I find it cleanest to think in terms of Lipschitzness, rather than the $\varepsilon$-$\delta$ definition of continuity.
Let $(X, d)$ be a metric space.
For any $a \in X$, the map $d (a, \cdot) : X \to \mathbb R$ is Lipschitz, and hence is continuous.
The map $d : X \times X \to \mathbb R$ is Lipschitz w.r.t. the product metric, and hence is continuous.

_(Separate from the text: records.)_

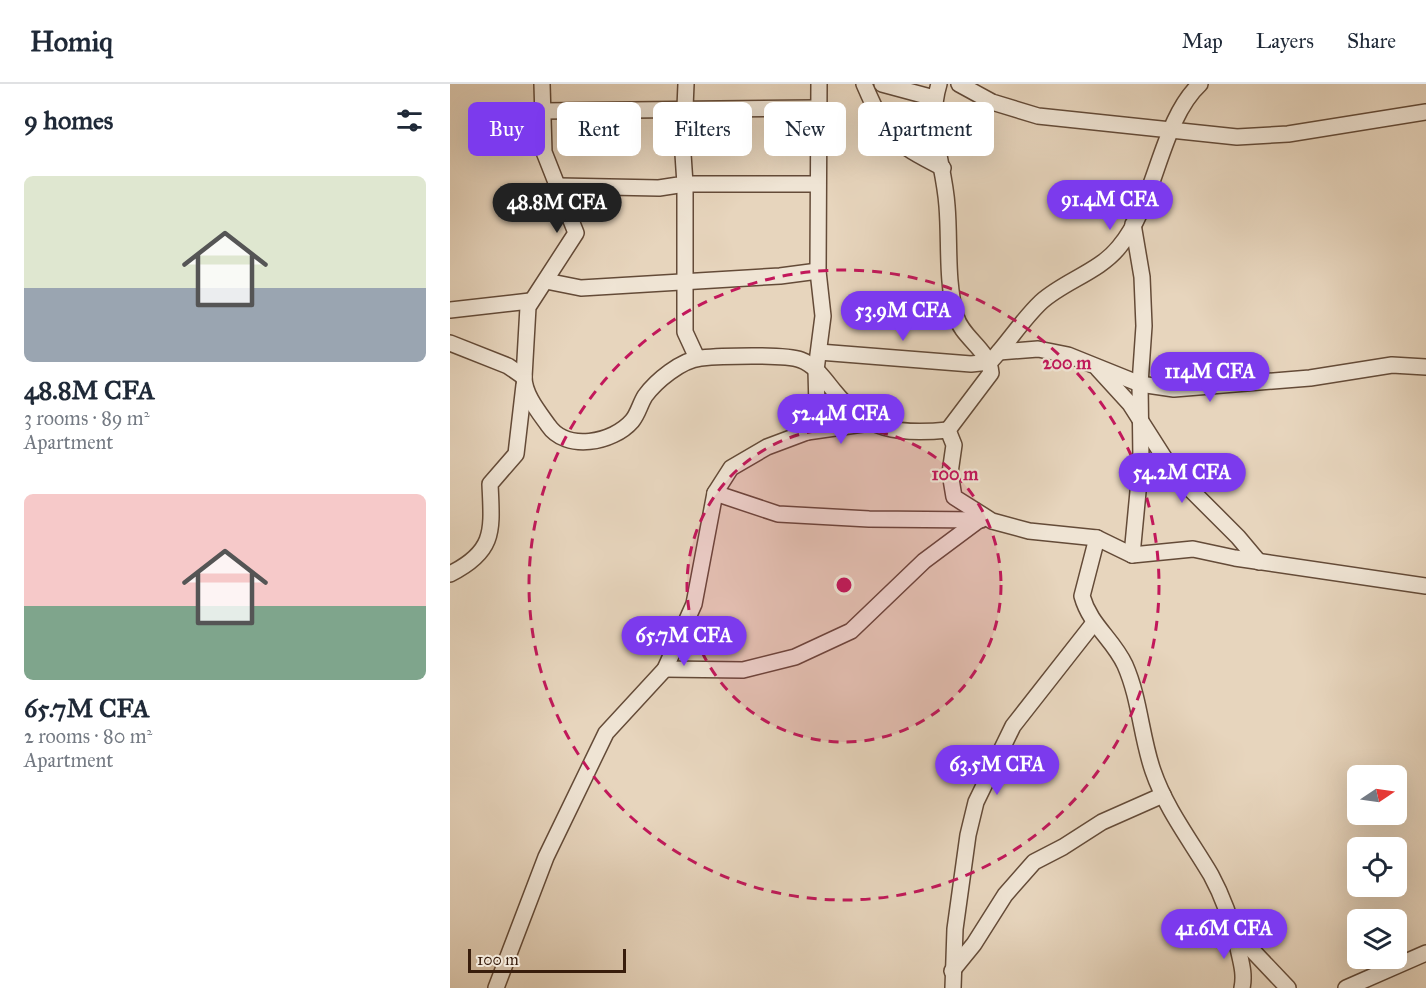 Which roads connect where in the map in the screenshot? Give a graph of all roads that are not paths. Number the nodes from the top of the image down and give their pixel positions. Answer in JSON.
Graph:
{"nodes":[{"id":1,"x":542,"y":84,"type":"edge"},
{"id":2,"x":686,"y":84,"type":"edge"},
{"id":3,"x":819,"y":84,"type":"edge"},
{"id":4,"x":864,"y":84,"type":"edge"},
{"id":5,"x":882,"y":84,"type":"edge"},
{"id":6,"x":959,"y":84,"type":"edge"},
{"id":7,"x":1200,"y":84,"type":"edge"},
{"id":8,"x":937,"y":91,"type":"edge"},
{"id":9,"x":543,"y":102,"type":"edge"},
{"id":10,"x":684,"y":102,"type":"edge"},
{"id":11,"x":818,"y":102,"type":"edge"},
{"id":12,"x":653,"y":109,"type":"edge"},
{"id":13,"x":545,"y":111,"type":"edge"},
{"id":14,"x":1426,"y":112,"type":"edge"},
{"id":15,"x":1171,"y":131,"type":"junction"},
{"id":16,"x":545,"y":154,"type":"edge"},
{"id":17,"x":684,"y":156,"type":"edge"},
{"id":18,"x":817,"y":156,"type":"edge"},
{"id":19,"x":943,"y":168,"type":"junction"},
{"id":20,"x":685,"y":184,"type":"junction"},
{"id":21,"x":817,"y":184,"type":"junction"},
{"id":22,"x":559,"y":186,"type":"junction"},
{"id":23,"x":1133,"y":224,"type":"junction"},
{"id":24,"x":818,"y":271,"type":"junction"},
{"id":25,"x":546,"y":281,"type":"junction"},
{"id":26,"x":687,"y":281,"type":"junction"},
{"id":27,"x":530,"y":301,"type":"junction"},
{"id":28,"x":450,"y":310,"type":"edge"},
{"id":29,"x":450,"y":343,"type":"edge"},
{"id":30,"x":819,"y":352,"type":"junction"},
{"id":31,"x":994,"y":357,"type":"junction"},
{"id":32,"x":697,"y":358,"type":"junction"},
{"id":33,"x":1096,"y":366,"type":"junction"},
{"id":34,"x":1426,"y":367,"type":"edge"},
{"id":35,"x":816,"y":370,"type":"junction"},
{"id":36,"x":524,"y":380,"type":"junction"},
{"id":37,"x":1140,"y":384,"type":"junction"},
{"id":38,"x":1141,"y":420,"type":"junction"},
{"id":39,"x":870,"y":423,"type":"junction"},
{"id":40,"x":948,"y":430,"type":"junction"},
{"id":41,"x":807,"y":432,"type":"junction"},
{"id":42,"x":715,"y":493,"type":"junction"},
{"id":43,"x":954,"y":497,"type":"junction"},
{"id":44,"x":947,"y":520,"type":"junction"},
{"id":45,"x":986,"y":520,"type":"junction"},
{"id":46,"x":1097,"y":538,"type":"junction"},
{"id":47,"x":942,"y":545,"type":"junction"},
{"id":48,"x":1132,"y":555,"type":"junction"},
{"id":49,"x":1259,"y":562,"type":"junction"},
{"id":50,"x":450,"y":574,"type":"edge"},
{"id":51,"x":1426,"y":586,"type":"edge"},
{"id":52,"x":1093,"y":624,"type":"junction"},
{"id":53,"x":665,"y":669,"type":"junction"},
{"id":54,"x":1163,"y":795,"type":"junction"},
{"id":55,"x":1234,"y":931,"type":"junction"},
{"id":56,"x":1426,"y":953,"type":"edge"},
{"id":57,"x":952,"y":971,"type":"junction"},
{"id":58,"x":496,"y":988,"type":"edge"},
{"id":59,"x":953,"y":988,"type":"edge"},
{"id":60,"x":1242,"y":988,"type":"edge"},
{"id":61,"x":1288,"y":988,"type":"edge"},
{"id":62,"x":1346,"y":988,"type":"edge"}],
"edges":[{"from":1,"to":9,"type":"street"},
{"from":2,"to":10,"type":"street"},
{"from":3,"to":11,"type":"street"},
{"from":4,"to":19,"type":"street"},
{"from":5,"to":8,"type":"street"},
{"from":6,"to":15,"type":"street"},
{"from":7,"to":15,"type":"street"},
{"from":8,"to":19,"type":"street"},
{"from":12,"to":13,"type":"street"},
{"from":14,"to":15,"type":"street"},
{"from":15,"to":23,"type":"street"},
{"from":16,"to":22,"type":"street"},
{"from":17,"to":20,"type":"street"},
{"from":18,"to":21,"type":"street"},
{"from":19,"to":31,"type":"street"},
{"from":20,"to":21,"type":"street"},
{"from":20,"to":22,"type":"street"},
{"from":20,"to":26,"type":"street"},
{"from":21,"to":24,"type":"street"},
{"from":22,"to":25,"type":"street"},
{"from":23,"to":31,"type":"street"},
{"from":23,"to":37,"type":"street"},
{"from":24,"to":26,"type":"street"},
{"from":24,"to":30,"type":"street"},
{"from":25,"to":26,"type":"street"},
{"from":25,"to":27,"type":"street"},
{"from":26,"to":32,"type":"street"},
{"from":27,"to":28,"type":"street"},
{"from":27,"to":36,"type":"street"},
{"from":29,"to":36,"type":"street"},
{"from":30,"to":31,"type":"street"},
{"from":30,"to":35,"type":"street"},
{"from":31,"to":33,"type":"street"},
{"from":31,"to":40,"type":"street"},
{"from":32,"to":35,"type":"street"},
{"from":32,"to":36,"type":"street"},
{"from":33,"to":37,"type":"street"},
{"from":33,"to":38,"type":"street"},
{"from":34,"to":37,"type":"street"},
{"from":35,"to":39,"type":"street"},
{"from":35,"to":41,"type":"street"},
{"from":36,"to":50,"type":"street"},
{"from":37,"to":38,"type":"street"},
{"from":38,"to":48,"type":"street"},
{"from":38,"to":49,"type":"street"},
{"from":39,"to":40,"type":"street"},
{"from":39,"to":41,"type":"street"},
{"from":40,"to":43,"type":"street"},
{"from":41,"to":42,"type":"street"},
{"from":42,"to":44,"type":"street"},
{"from":42,"to":53,"type":"street"},
{"from":43,"to":44,"type":"street"},
{"from":43,"to":45,"type":"street"},
{"from":44,"to":45,"type":"street"},
{"from":44,"to":47,"type":"street"},
{"from":45,"to":46,"type":"street"},
{"from":45,"to":47,"type":"street"},
{"from":46,"to":48,"type":"street"},
{"from":46,"to":52,"type":"street"},
{"from":47,"to":53,"type":"street"},
{"from":48,"to":49,"type":"street"},
{"from":49,"to":51,"type":"street"},
{"from":52,"to":54,"type":"street"},
{"from":52,"to":57,"type":"street"},
{"from":53,"to":58,"type":"street"},
{"from":54,"to":55,"type":"street"},
{"from":54,"to":57,"type":"street"},
{"from":55,"to":60,"type":"street"},
{"from":55,"to":61,"type":"street"},
{"from":56,"to":62,"type":"street"},
{"from":57,"to":59,"type":"street"}]} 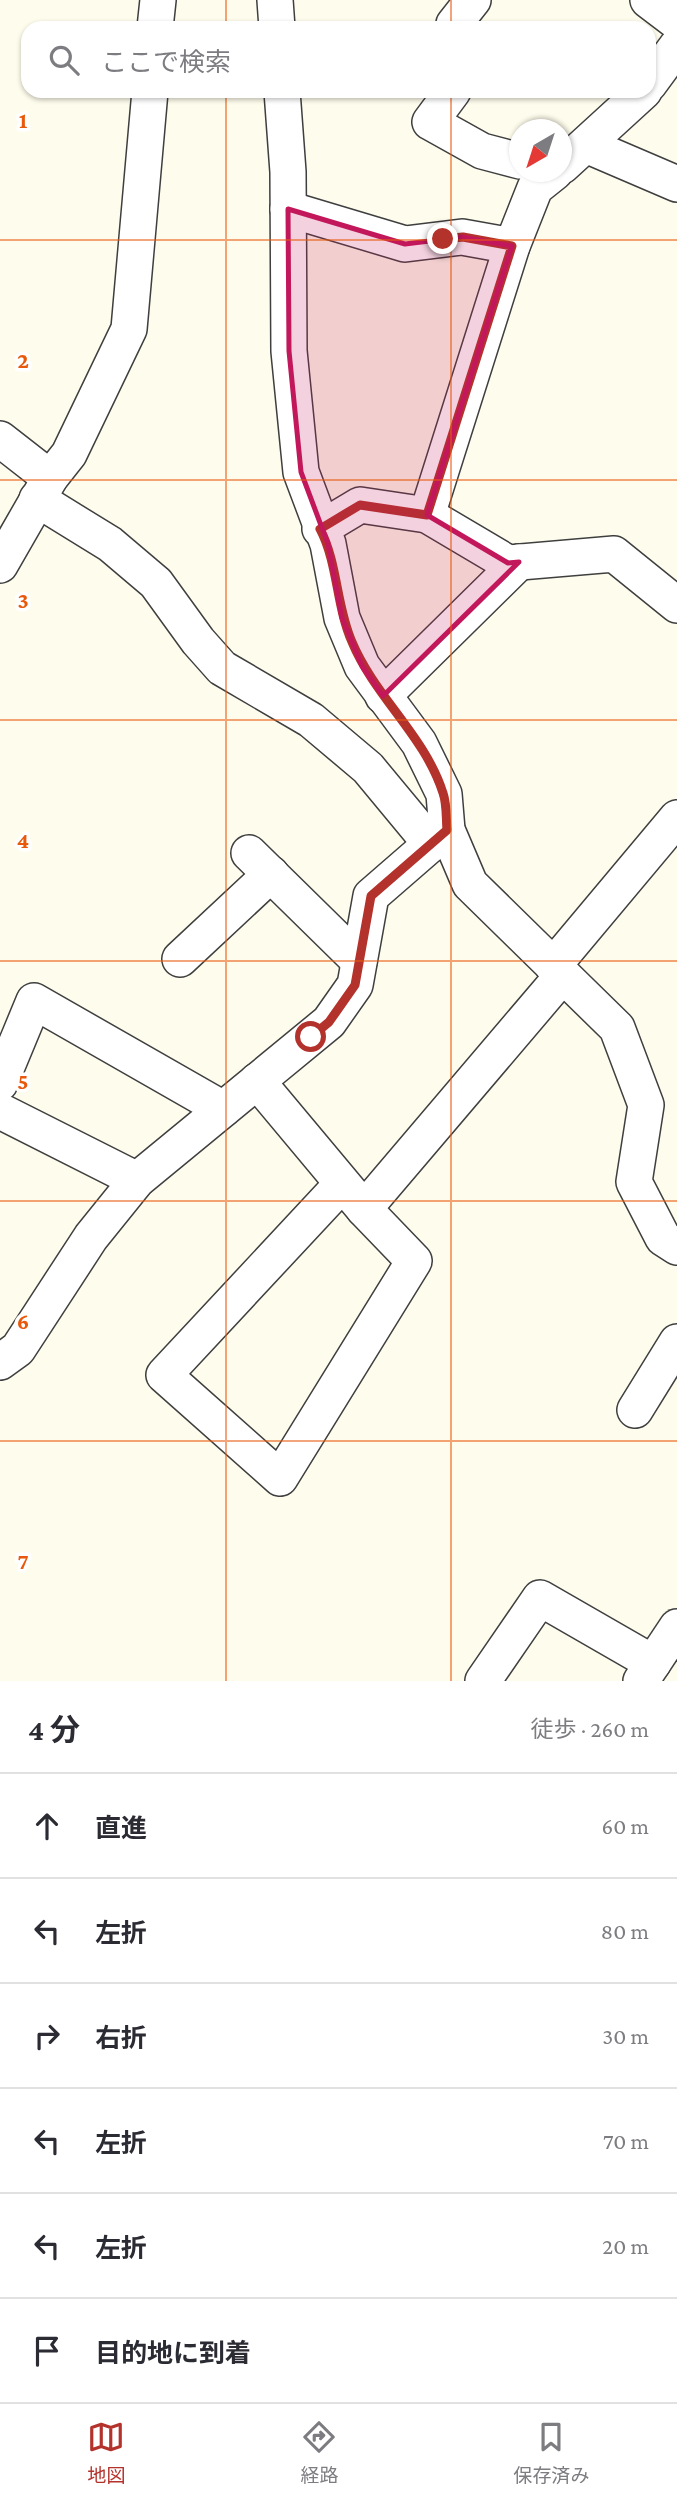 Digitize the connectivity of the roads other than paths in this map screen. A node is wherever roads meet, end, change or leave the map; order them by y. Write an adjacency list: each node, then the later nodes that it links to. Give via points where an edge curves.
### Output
1 (158, 0): 5 (street)
2 (275, 0): 6 (street)
3 (472, 0): 7 (street)
4 (648, 0): 8 (street)
5 (156, 21)
6 (276, 21)
7 (456, 21)
8 (677, 22)
9 (677, 46): 10 (street)
10 (656, 74)
11 (149, 98): 23 (street, via 129,329 69,454)
12 (282, 98): 20 (street)
13 (448, 98): 16 (street, via 430,122 482,150)
14 (635, 98): 15 (street)
15 (572, 148)
16 (509, 156)
17 (572, 167): 18 (street)
18 (675, 179)
19 (540, 182): 21 (street)
20 (288, 209): 21 (street, via 405,244 463,237); 25 (street, via 289,351 301,472)
21 (512, 246): 24 (street)
22 (0, 439): 23 (street)
23 (43, 488): 27 (street); 31 (street, via 156,583 222,668 311,720)
24 (427, 515): 25 (street, via 360,505); 26 (street, via 508,563)
25 (320, 529): 29 (street, via 328,544 342,618 362,666)
26 (519, 562): 28 (street, via 614,554); 29 (street)
27 (0, 565)
28 (677, 605)
29 (383, 696): 31 (street, via 419,743 444,794)
30 (677, 818): 34 (street)
31 (439, 837): 33 (street, via 371,896); 34 (street, via 470,884)
32 (180, 959): 33 (street, via 260,864)
33 (359, 961): 35 (street, via 355,985 329,1022)
34 (558, 970): 40 (street); 41 (street, via 617,1028 646,1105 634,1182 663,1238)
35 (257, 1082): 37 (street); 40 (street)
36 (0, 1083): 37 (street, via 34,1001)
37 (223, 1110): 39 (street)
38 (0, 1111): 39 (street)
39 (137, 1180): 43 (street, via 91,1237 18,1349)
40 (353, 1196): 40 (street, via 414,1261 280,1478 164,1374)
41 (677, 1247)
42 (677, 1342): 44 (street)
43 (0, 1362)
44 (635, 1410)
45 (677, 1627): 46 (street)
46 (647, 1672): 47 (street, via 540,1598)
47 (483, 1681) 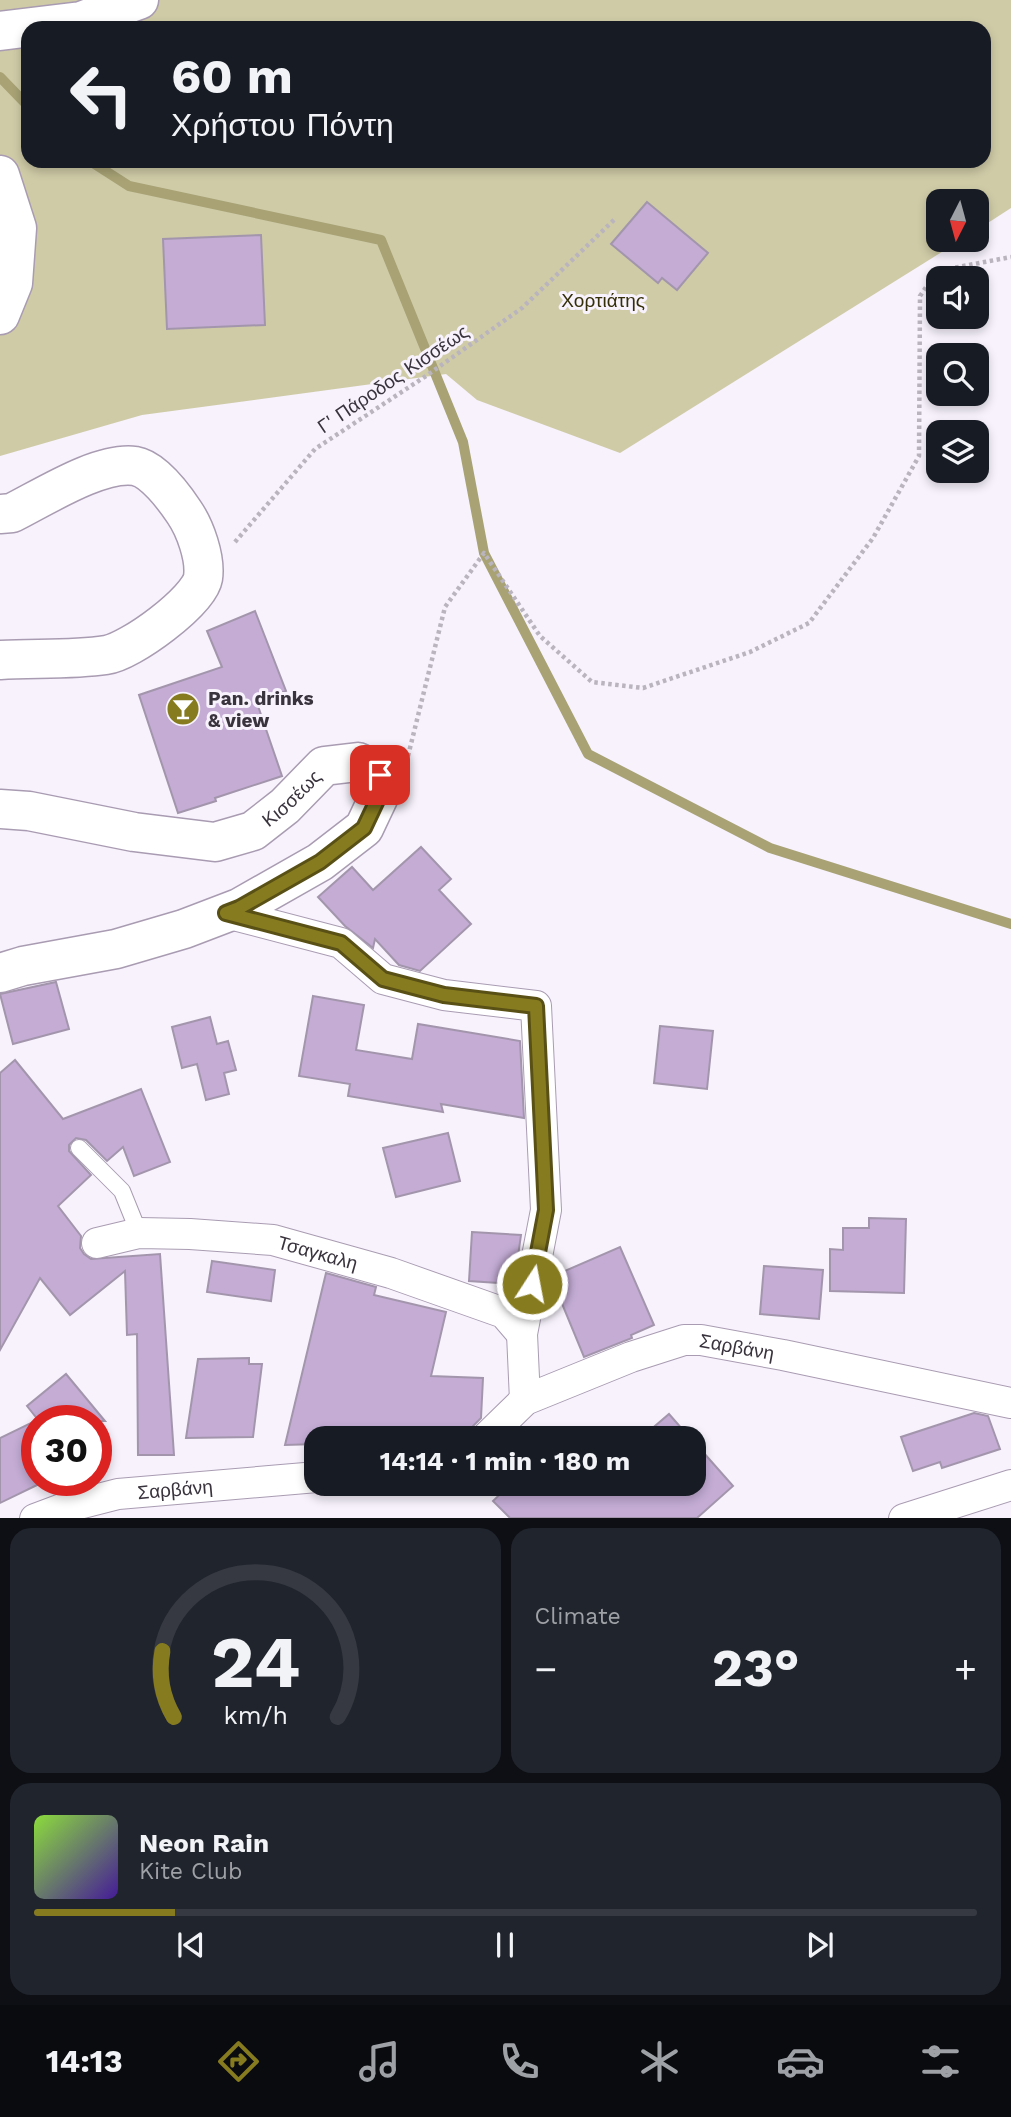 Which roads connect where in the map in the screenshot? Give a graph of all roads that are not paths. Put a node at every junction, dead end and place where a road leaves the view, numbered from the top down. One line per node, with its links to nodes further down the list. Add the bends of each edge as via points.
1 (139, 0): 2 (street)
2 (81, 21)
3 (21, 29): 4 (street)
4 (0, 32)
5 (0, 175): 6 (street, via 17,228 13,283)
6 (0, 315)
7 (0, 514): 8 (street, via 12,513 106,467 137,466 168,488 188,518 203,561 203,580 184,605 141,641 108,655)
8 (0, 660)
9 (0, 809): 10 (street, Κισσέως, via 215,842 253,831 324,766 358,762 380,775 381,792 364,828 320,862)
10 (226, 913): 11 (street, via 116,949); 15 (street, via 341,943 383,979 444,995 536,1006 546,1210)
11 (0, 973)
12 (79, 1148): 13 (lane, via 122,1191)
13 (139, 1233): 14 (street, Τσαγκαλη); 15 (street, Τσαγκαλη, via 272,1240 391,1273 504,1313)
14 (97, 1244)
15 (522, 1334): 16 (street)
16 (525, 1400): 17 (street, Σαρβάνη, via 631,1357 684,1340 701,1340); 18 (street, Σαρβάνη)
17 (1011, 1403)
18 (498, 1426)
19 (304, 1478): 21 (street, Σαρβάνη, via 118,1494)
20 (1011, 1485): 23 (street)
21 (68, 1513): 22 (street, Σαρβάνη)
22 (35, 1518)
23 (904, 1518)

I will prove (2.) and leave (1.) as a simpler exercise. (In fact, (2.) also directly implies (1.).) Fix $(x, y), (z, w) \in X \times X$. Then $ \begin{array}{rll} |d(x,y) - d(z,w)| &\leqslant |d(x,y) - d(z,y)| + |d(z,y) - d(z,w)| & \\ &\leqslant d(x, z) + d(y, w) & \text{(triangle inequality on } d \text{)} \\ &\leqslant 2 \max \{ d(x, z) , d(y, w) \} & \\ &= 2 d_{\infty} ((x, y) , (z, w)), & \end{array} $ showing that $d$ is Lipschitz. (Here we have assumed the “max” metric on the product; certainly other choices are possible but they turn out to be equivalent.)
Coming to the OP's question, to prove that a norm on a linear space is continuous w.r.t. itself, notice that the linear space is also a metric space with $d(x,y) = \| x - y \|$. In other words, $\| x \|$ is just the distance of $x$ from the origin; hence applying item (1.) above (with $a = 0$) shows the continuity of the norm.
A point to ponder: Equivalent norms. The above discussion might suggest that continuity of a norm is not an interesting thing to study. However this question can be modified a little to give rise to a quite fruitful concept:
Given two norms $\| \cdot \|_1$ and $\| \cdot \|_2$ on a linear space $X$, are they continuous with respect to each other? I.e., when $\| \cdot \|_1$ is viewed as a function, is it continuous w.r.t. the norm $\| \cdot \|_2$ and vice versa?
It can be shown that this is true if and only if there exist numbers $0 < \alpha \leqslant \beta < \infty$ such that $ \alpha \| v \|_1 \leqslant \| v \|_2 \leqslant \beta \| v \|_1 $ for all vectors $v$. In this case, we say that the two norms are equivalent.